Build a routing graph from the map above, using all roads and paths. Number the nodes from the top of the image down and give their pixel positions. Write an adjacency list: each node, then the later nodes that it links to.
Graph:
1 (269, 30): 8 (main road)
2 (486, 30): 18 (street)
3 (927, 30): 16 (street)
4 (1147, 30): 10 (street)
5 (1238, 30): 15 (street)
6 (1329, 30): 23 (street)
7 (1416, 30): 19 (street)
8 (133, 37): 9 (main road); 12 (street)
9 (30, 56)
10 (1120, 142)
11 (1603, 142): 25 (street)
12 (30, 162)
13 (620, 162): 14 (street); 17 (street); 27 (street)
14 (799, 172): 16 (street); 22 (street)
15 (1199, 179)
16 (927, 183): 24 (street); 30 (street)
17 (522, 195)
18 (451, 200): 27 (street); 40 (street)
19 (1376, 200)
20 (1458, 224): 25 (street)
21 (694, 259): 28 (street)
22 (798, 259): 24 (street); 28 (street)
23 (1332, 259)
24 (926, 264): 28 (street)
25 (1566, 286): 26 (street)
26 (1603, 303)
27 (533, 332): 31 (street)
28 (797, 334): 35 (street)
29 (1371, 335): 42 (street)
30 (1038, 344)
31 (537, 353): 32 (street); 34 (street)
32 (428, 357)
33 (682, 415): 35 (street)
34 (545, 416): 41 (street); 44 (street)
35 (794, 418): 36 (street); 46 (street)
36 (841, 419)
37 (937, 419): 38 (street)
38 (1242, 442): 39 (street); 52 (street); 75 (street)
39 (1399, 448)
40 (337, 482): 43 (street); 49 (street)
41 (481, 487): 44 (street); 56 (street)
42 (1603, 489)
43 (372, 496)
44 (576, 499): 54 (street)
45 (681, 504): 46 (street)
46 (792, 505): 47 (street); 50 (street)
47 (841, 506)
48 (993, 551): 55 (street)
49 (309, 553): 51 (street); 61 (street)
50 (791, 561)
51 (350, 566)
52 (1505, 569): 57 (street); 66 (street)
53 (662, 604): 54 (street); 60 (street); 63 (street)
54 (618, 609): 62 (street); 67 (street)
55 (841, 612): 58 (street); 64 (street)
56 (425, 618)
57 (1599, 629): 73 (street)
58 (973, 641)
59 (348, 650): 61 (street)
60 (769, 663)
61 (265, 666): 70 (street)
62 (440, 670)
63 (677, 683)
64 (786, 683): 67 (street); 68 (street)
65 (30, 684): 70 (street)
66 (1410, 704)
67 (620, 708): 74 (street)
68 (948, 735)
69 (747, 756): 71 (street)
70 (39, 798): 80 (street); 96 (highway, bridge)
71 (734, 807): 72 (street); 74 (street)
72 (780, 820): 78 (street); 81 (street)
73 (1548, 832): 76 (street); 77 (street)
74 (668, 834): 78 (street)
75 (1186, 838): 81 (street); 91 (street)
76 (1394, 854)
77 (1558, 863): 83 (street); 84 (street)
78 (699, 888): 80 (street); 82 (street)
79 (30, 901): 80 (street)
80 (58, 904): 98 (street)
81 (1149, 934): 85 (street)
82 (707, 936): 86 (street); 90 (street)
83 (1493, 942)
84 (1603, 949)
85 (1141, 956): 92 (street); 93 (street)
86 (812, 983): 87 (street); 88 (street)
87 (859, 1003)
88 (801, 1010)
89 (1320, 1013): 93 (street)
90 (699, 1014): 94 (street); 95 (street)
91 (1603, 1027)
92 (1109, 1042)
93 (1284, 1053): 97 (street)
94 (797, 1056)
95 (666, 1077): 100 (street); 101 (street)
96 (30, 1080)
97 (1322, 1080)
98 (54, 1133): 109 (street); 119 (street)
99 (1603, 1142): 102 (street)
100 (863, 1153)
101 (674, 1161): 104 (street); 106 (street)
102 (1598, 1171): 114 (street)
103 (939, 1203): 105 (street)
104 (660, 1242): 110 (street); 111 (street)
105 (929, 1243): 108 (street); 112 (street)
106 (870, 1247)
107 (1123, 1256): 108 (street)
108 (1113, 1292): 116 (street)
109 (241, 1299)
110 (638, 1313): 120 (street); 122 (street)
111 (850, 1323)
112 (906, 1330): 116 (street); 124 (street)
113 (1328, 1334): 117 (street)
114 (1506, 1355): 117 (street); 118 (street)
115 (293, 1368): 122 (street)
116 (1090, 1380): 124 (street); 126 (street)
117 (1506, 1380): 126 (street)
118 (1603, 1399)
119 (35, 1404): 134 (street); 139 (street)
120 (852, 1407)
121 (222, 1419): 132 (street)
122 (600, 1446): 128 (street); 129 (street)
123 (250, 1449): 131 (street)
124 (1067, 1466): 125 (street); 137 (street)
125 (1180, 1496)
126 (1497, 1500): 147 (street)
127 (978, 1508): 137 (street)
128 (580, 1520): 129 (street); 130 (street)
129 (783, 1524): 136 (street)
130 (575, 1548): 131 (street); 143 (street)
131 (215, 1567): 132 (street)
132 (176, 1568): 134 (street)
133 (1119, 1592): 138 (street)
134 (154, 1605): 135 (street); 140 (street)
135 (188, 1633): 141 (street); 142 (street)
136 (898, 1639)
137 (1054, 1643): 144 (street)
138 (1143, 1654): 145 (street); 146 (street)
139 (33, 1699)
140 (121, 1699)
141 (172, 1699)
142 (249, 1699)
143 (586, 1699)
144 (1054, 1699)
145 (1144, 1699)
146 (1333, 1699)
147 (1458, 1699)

━━━━━━━━━━━━━━━━

→ **Exercise instructions**
Your reply should hold all the entries, each repeated without a single change.

→ **Task result**
Build a routing graph from the map above, using all roads and paths. Number the nodes from the top of the image down and give their pixel positions. Write an adjacency list: each node, then the later nodes that it links to.
Graph:
1 (269, 30): 8 (main road)
2 (486, 30): 18 (street)
3 (927, 30): 16 (street)
4 (1147, 30): 10 (street)
5 (1238, 30): 15 (street)
6 (1329, 30): 23 (street)
7 (1416, 30): 19 (street)
8 (133, 37): 9 (main road); 12 (street)
9 (30, 56)
10 (1120, 142)
11 (1603, 142): 25 (street)
12 (30, 162)
13 (620, 162): 14 (street); 17 (street); 27 (street)
14 (799, 172): 16 (street); 22 (street)
15 (1199, 179)
16 (927, 183): 24 (street); 30 (street)
17 (522, 195)
18 (451, 200): 27 (street); 40 (street)
19 (1376, 200)
20 (1458, 224): 25 (street)
21 (694, 259): 28 (street)
22 (798, 259): 24 (street); 28 (street)
23 (1332, 259)
24 (926, 264): 28 (street)
25 (1566, 286): 26 (street)
26 (1603, 303)
27 (533, 332): 31 (street)
28 (797, 334): 35 (street)
29 (1371, 335): 42 (street)
30 (1038, 344)
31 (537, 353): 32 (street); 34 (street)
32 (428, 357)
33 (682, 415): 35 (street)
34 (545, 416): 41 (street); 44 (street)
35 (794, 418): 36 (street); 46 (street)
36 (841, 419)
37 (937, 419): 38 (street)
38 (1242, 442): 39 (street); 52 (street); 75 (street)
39 (1399, 448)
40 (337, 482): 43 (street); 49 (street)
41 (481, 487): 44 (street); 56 (street)
42 (1603, 489)
43 (372, 496)
44 (576, 499): 54 (street)
45 (681, 504): 46 (street)
46 (792, 505): 47 (street); 50 (street)
47 (841, 506)
48 (993, 551): 55 (street)
49 (309, 553): 51 (street); 61 (street)
50 (791, 561)
51 (350, 566)
52 (1505, 569): 57 (street); 66 (street)
53 (662, 604): 54 (street); 60 (street); 63 (street)
54 (618, 609): 62 (street); 67 (street)
55 (841, 612): 58 (street); 64 (street)
56 (425, 618)
57 (1599, 629): 73 (street)
58 (973, 641)
59 (348, 650): 61 (street)
60 (769, 663)
61 (265, 666): 70 (street)
62 (440, 670)
63 (677, 683)
64 (786, 683): 67 (street); 68 (street)
65 (30, 684): 70 (street)
66 (1410, 704)
67 (620, 708): 74 (street)
68 (948, 735)
69 (747, 756): 71 (street)
70 (39, 798): 80 (street); 96 (highway, bridge)
71 (734, 807): 72 (street); 74 (street)
72 (780, 820): 78 (street); 81 (street)
73 (1548, 832): 76 (street); 77 (street)
74 (668, 834): 78 (street)
75 (1186, 838): 81 (street); 91 (street)
76 (1394, 854)
77 (1558, 863): 83 (street); 84 (street)
78 (699, 888): 80 (street); 82 (street)
79 (30, 901): 80 (street)
80 (58, 904): 98 (street)
81 (1149, 934): 85 (street)
82 (707, 936): 86 (street); 90 (street)
83 (1493, 942)
84 (1603, 949)
85 (1141, 956): 92 (street); 93 (street)
86 (812, 983): 87 (street); 88 (street)
87 (859, 1003)
88 (801, 1010)
89 (1320, 1013): 93 (street)
90 (699, 1014): 94 (street); 95 (street)
91 (1603, 1027)
92 (1109, 1042)
93 (1284, 1053): 97 (street)
94 (797, 1056)
95 (666, 1077): 100 (street); 101 (street)
96 (30, 1080)
97 (1322, 1080)
98 (54, 1133): 109 (street); 119 (street)
99 (1603, 1142): 102 (street)
100 (863, 1153)
101 (674, 1161): 104 (street); 106 (street)
102 (1598, 1171): 114 (street)
103 (939, 1203): 105 (street)
104 (660, 1242): 110 (street); 111 (street)
105 (929, 1243): 108 (street); 112 (street)
106 (870, 1247)
107 (1123, 1256): 108 (street)
108 (1113, 1292): 116 (street)
109 (241, 1299)
110 (638, 1313): 120 (street); 122 (street)
111 (850, 1323)
112 (906, 1330): 116 (street); 124 (street)
113 (1328, 1334): 117 (street)
114 (1506, 1355): 117 (street); 118 (street)
115 (293, 1368): 122 (street)
116 (1090, 1380): 124 (street); 126 (street)
117 (1506, 1380): 126 (street)
118 (1603, 1399)
119 (35, 1404): 134 (street); 139 (street)
120 (852, 1407)
121 (222, 1419): 132 (street)
122 (600, 1446): 128 (street); 129 (street)
123 (250, 1449): 131 (street)
124 (1067, 1466): 125 (street); 137 (street)
125 (1180, 1496)
126 (1497, 1500): 147 (street)
127 (978, 1508): 137 (street)
128 (580, 1520): 129 (street); 130 (street)
129 (783, 1524): 136 (street)
130 (575, 1548): 131 (street); 143 (street)
131 (215, 1567): 132 (street)
132 (176, 1568): 134 (street)
133 (1119, 1592): 138 (street)
134 (154, 1605): 135 (street); 140 (street)
135 (188, 1633): 141 (street); 142 (street)
136 (898, 1639)
137 (1054, 1643): 144 (street)
138 (1143, 1654): 145 (street); 146 (street)
139 (33, 1699)
140 (121, 1699)
141 (172, 1699)
142 (249, 1699)
143 (586, 1699)
144 (1054, 1699)
145 (1144, 1699)
146 (1333, 1699)
147 (1458, 1699)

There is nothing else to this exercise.